(Stored data)
· · · ·

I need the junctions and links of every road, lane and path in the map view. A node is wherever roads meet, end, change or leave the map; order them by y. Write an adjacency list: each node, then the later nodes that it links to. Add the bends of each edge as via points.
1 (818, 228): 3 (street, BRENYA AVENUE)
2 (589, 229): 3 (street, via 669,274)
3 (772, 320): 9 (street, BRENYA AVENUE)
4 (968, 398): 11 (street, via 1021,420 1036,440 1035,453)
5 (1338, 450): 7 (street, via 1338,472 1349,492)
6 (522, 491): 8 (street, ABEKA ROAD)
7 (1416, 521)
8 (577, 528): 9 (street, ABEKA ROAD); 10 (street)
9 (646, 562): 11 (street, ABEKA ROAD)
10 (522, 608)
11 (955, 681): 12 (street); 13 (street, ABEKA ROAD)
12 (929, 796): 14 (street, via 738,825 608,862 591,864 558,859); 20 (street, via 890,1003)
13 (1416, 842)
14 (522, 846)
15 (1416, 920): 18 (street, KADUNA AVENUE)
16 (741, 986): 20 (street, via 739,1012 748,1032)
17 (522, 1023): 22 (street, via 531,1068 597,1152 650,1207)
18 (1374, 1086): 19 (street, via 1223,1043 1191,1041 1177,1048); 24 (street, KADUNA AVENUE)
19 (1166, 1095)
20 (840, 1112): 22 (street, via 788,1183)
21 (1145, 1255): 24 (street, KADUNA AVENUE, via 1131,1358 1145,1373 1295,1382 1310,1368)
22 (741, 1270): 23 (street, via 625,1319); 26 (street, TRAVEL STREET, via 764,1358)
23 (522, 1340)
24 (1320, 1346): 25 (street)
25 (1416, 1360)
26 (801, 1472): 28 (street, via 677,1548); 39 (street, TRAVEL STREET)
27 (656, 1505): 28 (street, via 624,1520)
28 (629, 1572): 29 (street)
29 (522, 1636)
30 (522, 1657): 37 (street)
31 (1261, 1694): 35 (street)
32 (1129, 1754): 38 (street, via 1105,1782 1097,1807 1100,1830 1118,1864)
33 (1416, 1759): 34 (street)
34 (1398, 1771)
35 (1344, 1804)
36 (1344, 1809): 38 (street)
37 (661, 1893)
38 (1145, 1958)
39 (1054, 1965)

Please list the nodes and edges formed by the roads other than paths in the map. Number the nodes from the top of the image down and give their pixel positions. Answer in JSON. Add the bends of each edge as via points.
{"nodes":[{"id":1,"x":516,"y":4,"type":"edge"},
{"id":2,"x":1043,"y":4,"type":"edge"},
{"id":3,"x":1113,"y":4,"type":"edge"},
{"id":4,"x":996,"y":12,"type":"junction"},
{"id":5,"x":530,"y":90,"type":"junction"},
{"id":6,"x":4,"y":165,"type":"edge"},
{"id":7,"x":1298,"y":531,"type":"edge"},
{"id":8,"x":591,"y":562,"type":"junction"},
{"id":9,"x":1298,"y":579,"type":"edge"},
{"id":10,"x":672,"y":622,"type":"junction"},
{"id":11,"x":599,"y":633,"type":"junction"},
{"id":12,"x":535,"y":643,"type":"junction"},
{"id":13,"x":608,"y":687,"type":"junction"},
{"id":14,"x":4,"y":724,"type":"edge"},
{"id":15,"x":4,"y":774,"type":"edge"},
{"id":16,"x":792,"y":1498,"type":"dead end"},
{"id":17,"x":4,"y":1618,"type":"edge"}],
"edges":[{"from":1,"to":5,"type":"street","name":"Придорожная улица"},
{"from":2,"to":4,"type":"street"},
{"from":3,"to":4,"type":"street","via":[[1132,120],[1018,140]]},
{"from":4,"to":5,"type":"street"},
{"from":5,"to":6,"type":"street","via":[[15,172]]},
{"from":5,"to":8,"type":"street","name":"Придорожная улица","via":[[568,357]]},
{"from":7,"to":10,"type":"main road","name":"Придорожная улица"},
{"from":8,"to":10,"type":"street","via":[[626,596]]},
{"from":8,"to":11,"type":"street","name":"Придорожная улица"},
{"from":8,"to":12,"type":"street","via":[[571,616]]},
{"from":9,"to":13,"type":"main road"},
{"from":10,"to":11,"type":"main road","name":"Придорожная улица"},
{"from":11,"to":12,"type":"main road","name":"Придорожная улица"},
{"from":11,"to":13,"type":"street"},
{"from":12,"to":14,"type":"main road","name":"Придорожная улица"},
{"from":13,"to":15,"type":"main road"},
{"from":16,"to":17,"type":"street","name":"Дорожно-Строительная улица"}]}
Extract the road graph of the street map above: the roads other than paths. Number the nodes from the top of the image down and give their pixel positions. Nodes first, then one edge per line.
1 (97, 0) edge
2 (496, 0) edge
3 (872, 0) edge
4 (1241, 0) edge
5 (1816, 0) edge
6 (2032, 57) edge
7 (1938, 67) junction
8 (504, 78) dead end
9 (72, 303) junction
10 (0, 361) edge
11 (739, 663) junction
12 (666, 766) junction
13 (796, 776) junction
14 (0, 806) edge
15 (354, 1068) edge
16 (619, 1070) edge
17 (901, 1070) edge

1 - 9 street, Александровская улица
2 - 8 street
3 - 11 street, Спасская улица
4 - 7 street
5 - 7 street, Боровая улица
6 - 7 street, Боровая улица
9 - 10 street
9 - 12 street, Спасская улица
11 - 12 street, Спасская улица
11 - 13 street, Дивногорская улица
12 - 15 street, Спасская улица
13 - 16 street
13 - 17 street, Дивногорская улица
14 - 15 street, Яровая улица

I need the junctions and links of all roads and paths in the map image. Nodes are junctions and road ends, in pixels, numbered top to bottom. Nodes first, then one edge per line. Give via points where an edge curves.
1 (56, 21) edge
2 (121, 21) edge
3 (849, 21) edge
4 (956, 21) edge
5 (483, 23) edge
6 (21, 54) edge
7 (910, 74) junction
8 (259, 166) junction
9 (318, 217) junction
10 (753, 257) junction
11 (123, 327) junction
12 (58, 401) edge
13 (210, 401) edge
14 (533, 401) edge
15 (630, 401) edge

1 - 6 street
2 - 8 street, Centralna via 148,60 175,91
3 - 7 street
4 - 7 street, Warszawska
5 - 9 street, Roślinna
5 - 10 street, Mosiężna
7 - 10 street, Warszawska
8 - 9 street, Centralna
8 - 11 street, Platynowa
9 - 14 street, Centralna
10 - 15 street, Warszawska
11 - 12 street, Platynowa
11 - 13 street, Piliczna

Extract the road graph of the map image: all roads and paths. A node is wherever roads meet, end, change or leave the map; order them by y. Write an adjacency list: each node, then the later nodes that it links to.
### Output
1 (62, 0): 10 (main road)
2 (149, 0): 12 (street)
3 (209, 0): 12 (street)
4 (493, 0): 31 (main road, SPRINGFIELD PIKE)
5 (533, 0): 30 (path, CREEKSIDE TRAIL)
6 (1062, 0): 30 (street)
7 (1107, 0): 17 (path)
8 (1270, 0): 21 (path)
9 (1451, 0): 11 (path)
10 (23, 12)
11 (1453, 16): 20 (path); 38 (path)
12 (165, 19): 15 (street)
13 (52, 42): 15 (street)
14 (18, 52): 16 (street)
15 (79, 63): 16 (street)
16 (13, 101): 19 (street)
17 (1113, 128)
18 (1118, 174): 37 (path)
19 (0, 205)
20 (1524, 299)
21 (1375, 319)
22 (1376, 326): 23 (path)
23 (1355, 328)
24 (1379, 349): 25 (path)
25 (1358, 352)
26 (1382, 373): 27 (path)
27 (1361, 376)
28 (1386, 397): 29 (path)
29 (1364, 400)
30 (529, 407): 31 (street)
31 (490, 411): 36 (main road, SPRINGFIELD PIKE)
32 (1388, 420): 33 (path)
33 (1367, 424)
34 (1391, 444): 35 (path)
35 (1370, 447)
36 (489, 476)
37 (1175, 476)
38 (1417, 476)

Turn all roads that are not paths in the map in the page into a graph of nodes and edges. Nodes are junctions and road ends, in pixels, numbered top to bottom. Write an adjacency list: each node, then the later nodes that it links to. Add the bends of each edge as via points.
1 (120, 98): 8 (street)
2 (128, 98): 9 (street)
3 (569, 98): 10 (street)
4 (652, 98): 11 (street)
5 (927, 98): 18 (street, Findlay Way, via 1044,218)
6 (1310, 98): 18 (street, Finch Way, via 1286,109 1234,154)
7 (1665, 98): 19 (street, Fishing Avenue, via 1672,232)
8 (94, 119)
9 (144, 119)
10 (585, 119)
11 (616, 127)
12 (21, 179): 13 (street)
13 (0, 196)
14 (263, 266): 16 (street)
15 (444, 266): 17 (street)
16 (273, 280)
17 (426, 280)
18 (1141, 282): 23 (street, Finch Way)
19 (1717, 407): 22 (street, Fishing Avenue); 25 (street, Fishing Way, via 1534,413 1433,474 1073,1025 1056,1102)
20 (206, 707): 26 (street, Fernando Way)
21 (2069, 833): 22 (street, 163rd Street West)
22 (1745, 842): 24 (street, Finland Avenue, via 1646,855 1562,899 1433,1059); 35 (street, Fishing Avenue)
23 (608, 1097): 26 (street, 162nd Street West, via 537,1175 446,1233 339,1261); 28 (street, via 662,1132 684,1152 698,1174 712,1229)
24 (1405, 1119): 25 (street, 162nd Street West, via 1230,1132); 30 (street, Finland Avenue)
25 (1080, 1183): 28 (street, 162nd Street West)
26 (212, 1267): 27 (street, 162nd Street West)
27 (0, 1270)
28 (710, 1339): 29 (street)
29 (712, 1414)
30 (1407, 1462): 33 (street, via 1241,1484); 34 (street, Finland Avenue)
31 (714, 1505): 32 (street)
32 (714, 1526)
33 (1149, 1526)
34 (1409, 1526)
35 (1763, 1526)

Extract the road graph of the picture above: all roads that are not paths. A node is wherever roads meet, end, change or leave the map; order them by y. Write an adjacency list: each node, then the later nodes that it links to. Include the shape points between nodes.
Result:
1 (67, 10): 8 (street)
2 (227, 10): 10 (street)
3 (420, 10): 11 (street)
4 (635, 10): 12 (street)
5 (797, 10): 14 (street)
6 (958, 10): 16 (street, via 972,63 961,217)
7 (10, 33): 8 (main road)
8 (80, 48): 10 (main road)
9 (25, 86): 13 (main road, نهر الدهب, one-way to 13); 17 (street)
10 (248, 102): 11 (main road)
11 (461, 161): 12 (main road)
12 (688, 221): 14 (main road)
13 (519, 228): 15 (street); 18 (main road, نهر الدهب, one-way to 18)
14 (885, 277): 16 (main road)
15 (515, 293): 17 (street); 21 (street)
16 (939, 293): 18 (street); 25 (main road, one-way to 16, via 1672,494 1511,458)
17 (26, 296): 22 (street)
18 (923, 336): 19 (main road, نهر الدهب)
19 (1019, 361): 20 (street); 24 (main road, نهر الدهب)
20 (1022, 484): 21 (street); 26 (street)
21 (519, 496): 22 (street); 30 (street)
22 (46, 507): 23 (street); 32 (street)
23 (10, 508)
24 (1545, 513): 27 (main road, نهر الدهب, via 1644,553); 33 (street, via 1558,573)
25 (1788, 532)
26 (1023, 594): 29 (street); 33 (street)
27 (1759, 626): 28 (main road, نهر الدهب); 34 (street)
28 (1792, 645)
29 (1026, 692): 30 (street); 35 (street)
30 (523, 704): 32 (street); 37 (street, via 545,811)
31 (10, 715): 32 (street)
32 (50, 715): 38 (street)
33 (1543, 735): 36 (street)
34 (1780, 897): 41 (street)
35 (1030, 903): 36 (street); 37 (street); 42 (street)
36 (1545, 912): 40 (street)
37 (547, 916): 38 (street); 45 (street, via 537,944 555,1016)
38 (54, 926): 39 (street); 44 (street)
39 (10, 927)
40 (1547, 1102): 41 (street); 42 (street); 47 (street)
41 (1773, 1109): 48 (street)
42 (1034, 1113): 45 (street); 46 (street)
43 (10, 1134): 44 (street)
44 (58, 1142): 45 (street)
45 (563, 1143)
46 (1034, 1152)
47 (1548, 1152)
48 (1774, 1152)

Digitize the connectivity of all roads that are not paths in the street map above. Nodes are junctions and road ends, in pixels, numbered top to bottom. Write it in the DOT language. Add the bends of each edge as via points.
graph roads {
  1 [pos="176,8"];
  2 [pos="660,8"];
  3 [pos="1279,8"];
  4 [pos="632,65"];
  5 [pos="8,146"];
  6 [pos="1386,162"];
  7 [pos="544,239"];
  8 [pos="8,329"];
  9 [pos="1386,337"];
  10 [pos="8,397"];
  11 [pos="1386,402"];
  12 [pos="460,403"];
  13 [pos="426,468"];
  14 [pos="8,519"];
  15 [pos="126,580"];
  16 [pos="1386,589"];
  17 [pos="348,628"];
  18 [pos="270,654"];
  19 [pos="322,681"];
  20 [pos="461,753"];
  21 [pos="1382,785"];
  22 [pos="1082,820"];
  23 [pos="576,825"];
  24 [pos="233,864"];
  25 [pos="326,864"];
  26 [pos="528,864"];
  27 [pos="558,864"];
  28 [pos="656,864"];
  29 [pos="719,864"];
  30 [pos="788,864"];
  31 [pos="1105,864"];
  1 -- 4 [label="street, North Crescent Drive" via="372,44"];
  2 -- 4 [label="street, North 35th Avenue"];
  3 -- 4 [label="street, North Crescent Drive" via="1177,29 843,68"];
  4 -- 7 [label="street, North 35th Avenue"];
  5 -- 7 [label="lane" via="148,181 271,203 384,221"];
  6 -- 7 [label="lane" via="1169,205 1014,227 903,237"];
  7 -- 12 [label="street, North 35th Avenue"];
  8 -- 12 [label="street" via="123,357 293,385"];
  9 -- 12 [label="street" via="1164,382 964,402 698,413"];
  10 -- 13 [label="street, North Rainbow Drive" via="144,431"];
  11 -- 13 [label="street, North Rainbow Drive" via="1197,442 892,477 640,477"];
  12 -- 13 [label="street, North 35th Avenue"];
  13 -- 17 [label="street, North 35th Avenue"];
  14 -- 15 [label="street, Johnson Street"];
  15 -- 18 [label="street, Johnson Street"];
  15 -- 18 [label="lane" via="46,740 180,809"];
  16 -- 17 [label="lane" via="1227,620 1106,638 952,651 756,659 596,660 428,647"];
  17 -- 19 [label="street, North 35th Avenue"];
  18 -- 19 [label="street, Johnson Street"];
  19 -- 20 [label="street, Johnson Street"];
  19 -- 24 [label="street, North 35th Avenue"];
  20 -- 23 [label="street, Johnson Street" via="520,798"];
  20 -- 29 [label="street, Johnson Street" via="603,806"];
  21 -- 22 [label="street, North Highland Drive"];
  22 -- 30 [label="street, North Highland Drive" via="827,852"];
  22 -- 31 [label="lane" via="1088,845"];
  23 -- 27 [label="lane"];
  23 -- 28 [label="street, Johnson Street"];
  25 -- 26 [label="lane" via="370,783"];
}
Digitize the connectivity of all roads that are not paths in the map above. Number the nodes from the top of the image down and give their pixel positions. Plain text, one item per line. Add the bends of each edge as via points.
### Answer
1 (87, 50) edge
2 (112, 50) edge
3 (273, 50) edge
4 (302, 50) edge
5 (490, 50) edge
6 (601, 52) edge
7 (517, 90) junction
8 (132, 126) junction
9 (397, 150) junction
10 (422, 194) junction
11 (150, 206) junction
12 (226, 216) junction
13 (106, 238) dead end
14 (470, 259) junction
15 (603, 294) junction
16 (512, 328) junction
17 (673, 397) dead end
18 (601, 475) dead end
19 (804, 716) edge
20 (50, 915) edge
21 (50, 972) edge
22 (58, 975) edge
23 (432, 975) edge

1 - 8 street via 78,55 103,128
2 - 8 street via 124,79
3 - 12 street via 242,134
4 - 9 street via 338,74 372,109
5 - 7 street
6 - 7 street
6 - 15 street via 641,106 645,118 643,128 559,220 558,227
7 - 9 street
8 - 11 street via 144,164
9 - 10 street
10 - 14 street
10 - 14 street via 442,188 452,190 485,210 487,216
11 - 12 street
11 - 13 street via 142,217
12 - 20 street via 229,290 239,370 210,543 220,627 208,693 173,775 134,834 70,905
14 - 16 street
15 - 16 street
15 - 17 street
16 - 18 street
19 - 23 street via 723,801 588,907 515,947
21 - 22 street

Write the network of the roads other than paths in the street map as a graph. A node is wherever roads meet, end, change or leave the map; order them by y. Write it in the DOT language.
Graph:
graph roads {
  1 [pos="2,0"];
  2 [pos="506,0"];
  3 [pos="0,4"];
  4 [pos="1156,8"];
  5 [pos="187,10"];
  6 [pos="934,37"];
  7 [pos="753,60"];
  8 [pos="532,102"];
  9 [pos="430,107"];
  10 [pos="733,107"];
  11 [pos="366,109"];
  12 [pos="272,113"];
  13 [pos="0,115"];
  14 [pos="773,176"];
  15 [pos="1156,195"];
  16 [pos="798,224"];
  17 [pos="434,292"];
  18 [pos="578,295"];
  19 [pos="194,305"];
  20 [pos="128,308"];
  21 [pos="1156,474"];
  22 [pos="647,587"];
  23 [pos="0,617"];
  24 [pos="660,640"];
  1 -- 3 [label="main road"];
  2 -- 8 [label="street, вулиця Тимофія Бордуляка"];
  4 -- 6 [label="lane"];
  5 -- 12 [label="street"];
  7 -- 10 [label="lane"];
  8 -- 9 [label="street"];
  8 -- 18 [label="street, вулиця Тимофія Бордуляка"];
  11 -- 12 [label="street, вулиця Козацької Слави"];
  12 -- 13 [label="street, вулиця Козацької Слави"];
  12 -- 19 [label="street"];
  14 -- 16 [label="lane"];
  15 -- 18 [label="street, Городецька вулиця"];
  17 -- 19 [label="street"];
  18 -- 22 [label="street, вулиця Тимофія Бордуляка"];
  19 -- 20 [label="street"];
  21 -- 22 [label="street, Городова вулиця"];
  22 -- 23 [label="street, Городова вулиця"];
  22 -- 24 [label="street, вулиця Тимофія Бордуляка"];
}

· · · ·

Instructions to follow →
Show the lines from the data above that contain the string "Answer".

Result for this task →
Please list the nodes and edges formed by the roads other than paths in the map. Number the nodes from the top of the image down and give their pixel positions. Answer in JSON. Add the bends of each edge as via points.
### Answer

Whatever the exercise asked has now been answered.